El modelo de financiación autonómica: pésimo, opaco, aleatorio
Así lo sentenció en 2014 el prestigioso economista Ángel de la Fuente, que añadió otra caracterización: es “casi una lotería”, a unos les toca más y a otros menos


Si algo te beneficia en relación con los otros, lo lógico es hacer lo posible para que la vida siga igual, ¿no? Y si crees que algo te perjudica, lo más natural ―siempre y cuando no seas el presidente cantante Carlos Mazón, claro―, es proponer alternativas para que las cosas funcionen de una manera distinta e intentar así que no se te quede careto de pagafantas a perpetuidad. Ya puedes imaginar que esas alternativas, por muy discutidas que hayan sido, no van a ser consideradas por quienes pueden perder posiciones de privilegio si se convierten en realidad para todos. Lo esperable es que las propuestas de cambio sean ignoradas o, si la transformación parece factible, lo más habitual es que sean combatidas presentando los argumentos propios como liberal sentido común cuando, a efectos prácticos, operan como la defensa del beneficio del que se es consciente o, en el peor de los casos, ni se es consciente. El modelo de financiación de las comunidades autónomas, por ejemplo.
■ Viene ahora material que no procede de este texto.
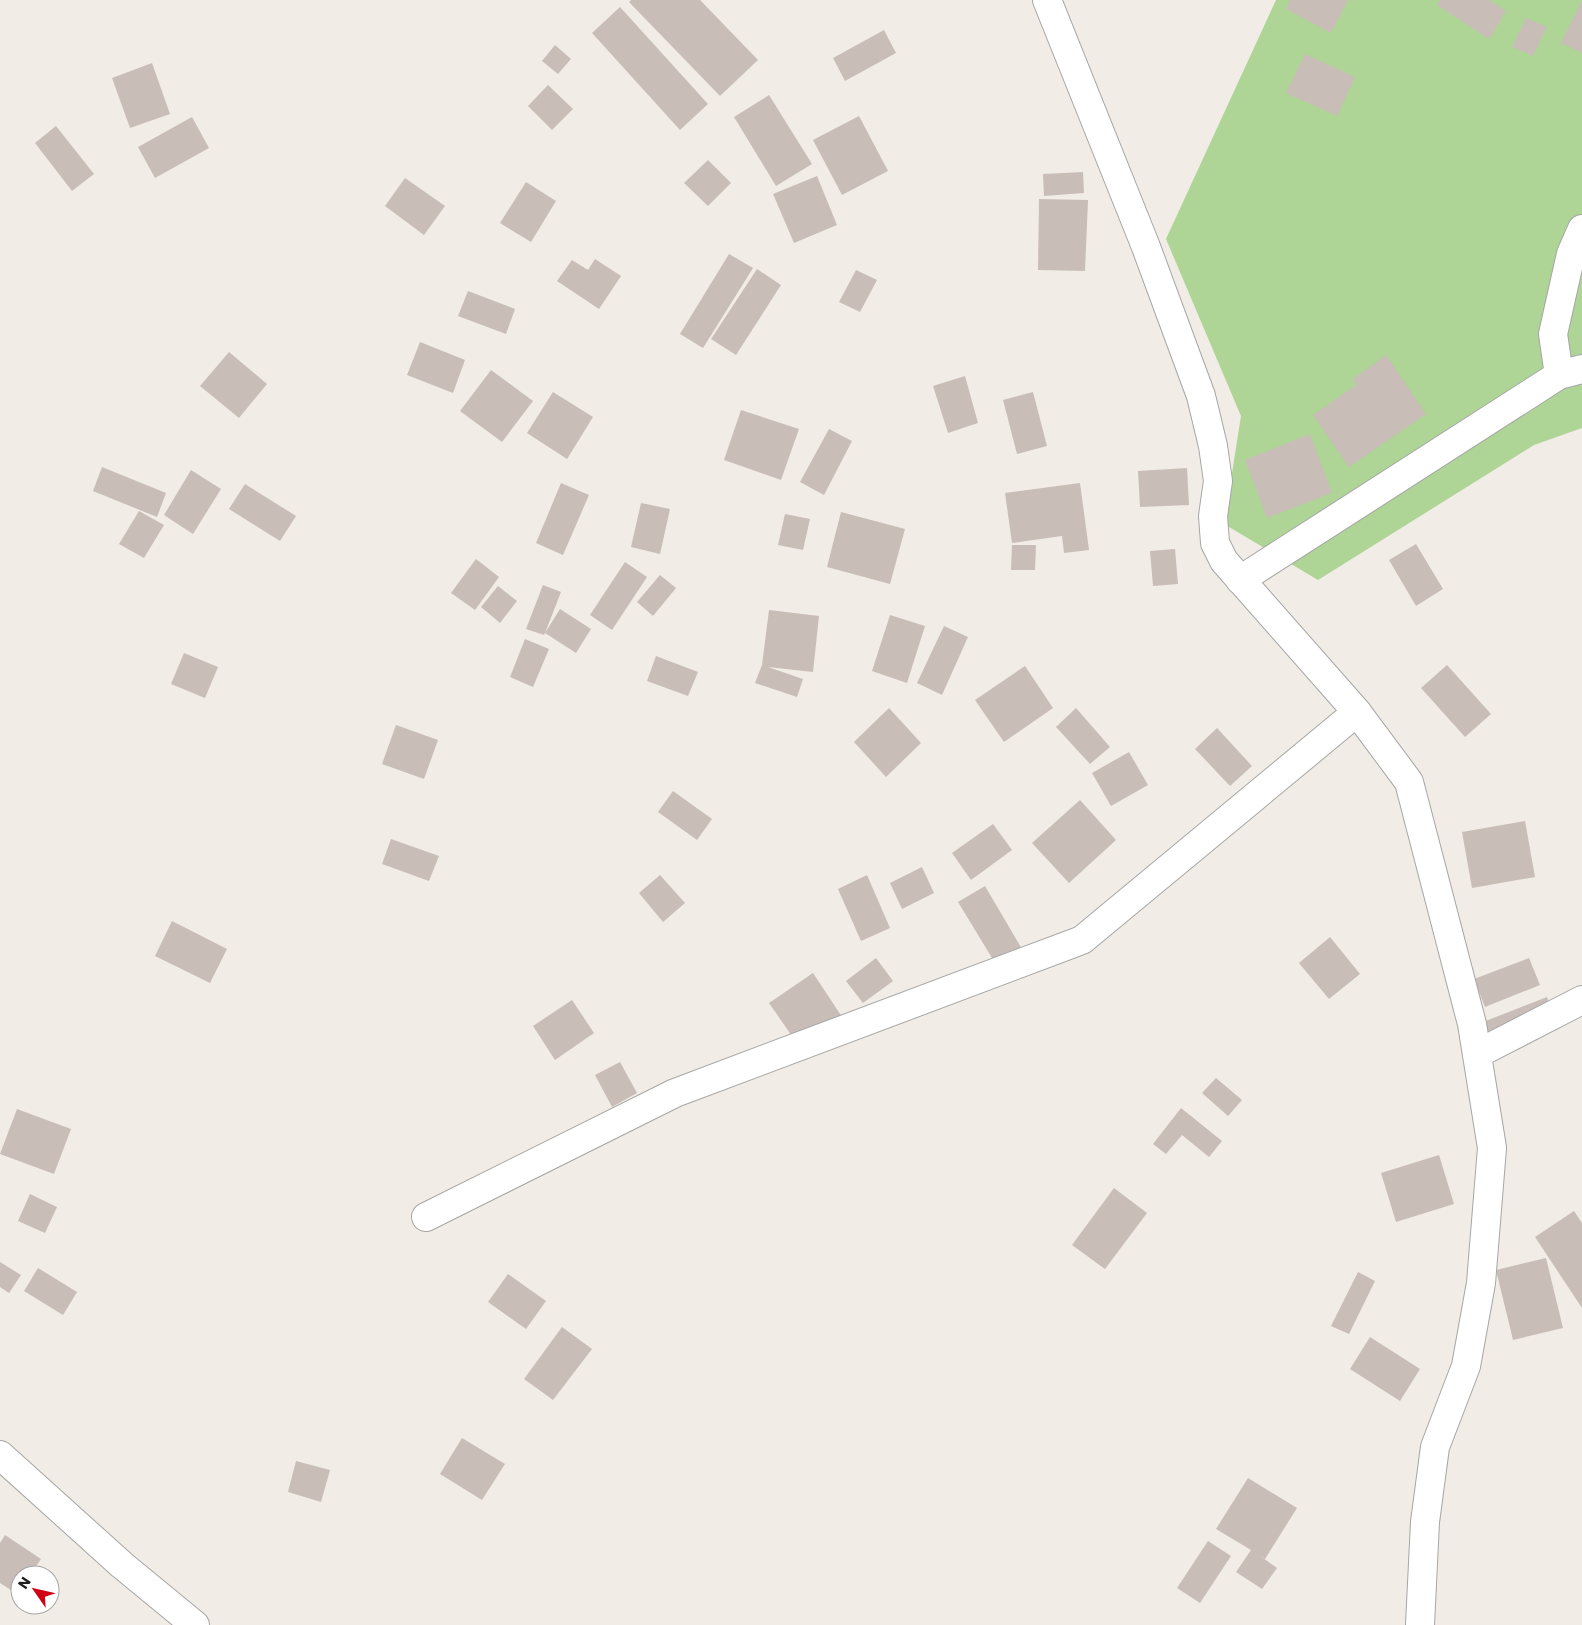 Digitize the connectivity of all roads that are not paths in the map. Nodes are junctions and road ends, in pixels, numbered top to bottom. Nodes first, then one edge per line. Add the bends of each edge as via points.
1 (1047, 0) edge
2 (1582, 229) edge
3 (1570, 372) edge
4 (1240, 580) junction
5 (1357, 712) junction
6 (1582, 1000) edge
7 (1477, 1054) junction
8 (426, 1217) dead end
9 (0, 1455) edge
10 (195, 1625) edge
11 (1420, 1625) edge

1 - 4 street via 1146,247 1201,396 1218,481 1213,516 1215,543 1224,561
2 - 3 street via 1571,254 1553,334
3 - 4 street
4 - 5 street
5 - 7 street via 1409,782
5 - 8 street via 1082,940 675,1093
6 - 7 street
7 - 11 street via 1492,1148 1481,1283 1466,1366 1434,1447 1425,1522
9 - 10 street via 122,1565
El modelo es el instrumento para pagar educación, sanidad y prestaciones sociales: es la principal herramienta de redistribución para beneficiar a los ciudadanos más pobres y en todo el país deben existir niveles de provisión de dichas prestaciones de calidad similar. El modelo actual funciona en la mayoría de España ―¡holis, territorios forales!― y se pactó en 2009 siguiendo la dinámica de evolución del Estado autonómico: primero fue la negociación entre el Gobierno central y la pérfida Generalitat, acompañada del ritual de lo habitual (“que se metan los cuartos donde les quepa”, había profetizado el presidente Rodríguez Ibarra). Es un modelo “pésimo, excesivamente complicado, opaco, demasiado desigual, aleatorio”. Así lo sentenció en 2014 el prestigioso economista Ángel de la Fuente, que añadió otra caracterización: es “casi una lotería”, a unos les toca más y a otros menos. A los que les toca menos, a la hora de gastar en las prestaciones fundamentales, o consiguen más fondos en la negociación bilateral con el Gobierno central de turno o suben los impuestos cedidos si quieren o invierten menos en el Estado del bienestar y espabílate. Este modelo está en su décimo segundo año de prórroga.
En virtud del acuerdo que el PSC y ERC suscribieron el verano pasado para investir a Salvador Illa como presidente, existía un compromiso apenas esbozado de reforma del modelo. Desde entonces ha habido mucha más retórica que nueces. Además del clima de crispación, la posición de las elites que deben liderar el nuevo pacto digamos que tampoco es la óptima: si la ministra de Hacienda es la candidata socialista a la Junta de Andalucía y se consolida el relato falaz de la insolidaridad, mal vamos y mejor guardarse la cuestión de la ordinalidad (De la Fuente a favor, por cierto) en el preámbulo.
Es lo que ha ocurrido esta semana, después de meses de trabajo, al presentarse el acuerdo entre el Gobierno y la Generalitat que pone los fundamentos para un nuevo modelo. No es que hayamos ganado mucho en claridad y ambición, pero no es menos cierto que ya estaban escritos de antemano los discursos catastrofistas y la avalancha de artículos publicados en contra. Pero ahora, como mínimo, disponemos de un documento para discutir o para presentar alternativas, como ya pidió en los días dorados de la Transición ―y en las mismas circunstancias de hoy― el consejero de finanzas de la Generalitat: “la defensa que hago de la correcta financiación de los servicios autonómicos de Cataluña será, si resulta satisfactoria para la comunidad autónoma, de igual aplicación a todas las demás comunidades autónomas. Si, por el contrario, resultaran insuficientes, las demás comunidades podrán siempre intentar mejorarlas”.